**MATERIAL SHOWN**
>>>>
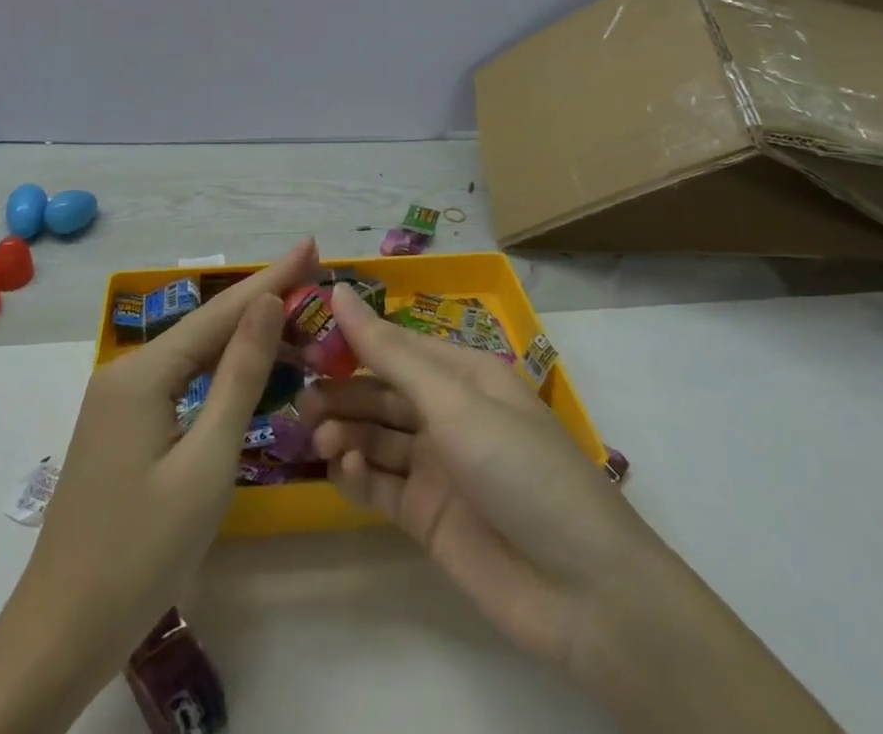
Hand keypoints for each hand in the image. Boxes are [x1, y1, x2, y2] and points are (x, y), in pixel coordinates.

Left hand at [0, 238, 320, 733]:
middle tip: (312, 278)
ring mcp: (117, 401)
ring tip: (292, 314)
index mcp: (141, 373)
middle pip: (204, 328)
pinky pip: (177, 383)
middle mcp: (124, 373)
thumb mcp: (206, 463)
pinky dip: (216, 372)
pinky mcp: (119, 428)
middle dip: (259, 302)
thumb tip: (267, 303)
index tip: (311, 246)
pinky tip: (242, 368)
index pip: (219, 313)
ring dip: (240, 337)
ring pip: (190, 356)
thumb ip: (239, 377)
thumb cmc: (142, 552)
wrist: (60, 634)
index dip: (270, 279)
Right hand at [304, 285, 842, 732]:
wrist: (582, 592)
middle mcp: (448, 414)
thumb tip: (338, 291)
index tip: (303, 335)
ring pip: (376, 437)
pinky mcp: (427, 517)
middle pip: (381, 392)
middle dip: (342, 392)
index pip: (396, 345)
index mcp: (464, 374)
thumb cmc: (520, 469)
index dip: (352, 339)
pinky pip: (382, 485)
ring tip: (320, 436)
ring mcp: (438, 467)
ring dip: (346, 432)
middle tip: (299, 397)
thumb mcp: (453, 401)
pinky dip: (358, 475)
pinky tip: (343, 471)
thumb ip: (390, 352)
<<<<
**ABOUT THIS EXERCISE**
Starting at the line with "ring tip: (292, 314)", retype each line through the final one in the data above, unchanged and with nothing added.

**RESULT OF THE TASK**
ring tip: (292, 314)
index mcp: (141, 373)
middle pip: (204, 328)
pinky pip: (177, 383)
middle mcp: (124, 373)
thumb mcp: (206, 463)
pinky dip: (216, 372)
pinky mcp: (119, 428)
middle dip: (259, 302)
thumb tip: (267, 303)
index tip: (311, 246)
pinky tip: (242, 368)
index pip: (219, 313)
ring dip: (240, 337)
ring pip: (190, 356)
thumb ip: (239, 377)
thumb cmc: (142, 552)
wrist: (60, 634)
index dip: (270, 279)
Right hand at [304, 285, 842, 732]:
wrist: (582, 592)
middle mcp: (448, 414)
thumb tip: (338, 291)
index tip: (303, 335)
ring pip: (376, 437)
pinky mcp: (427, 517)
middle pip: (381, 392)
middle dip: (342, 392)
index pip: (396, 345)
index mcp: (464, 374)
thumb cmc: (520, 469)
index dip: (352, 339)
pinky pip: (382, 485)
ring tip: (320, 436)
ring mcp: (438, 467)
ring dip: (346, 432)
middle tip: (299, 397)
thumb mcp: (453, 401)
pinky dip: (358, 475)
pinky tip: (343, 471)
thumb ip: (390, 352)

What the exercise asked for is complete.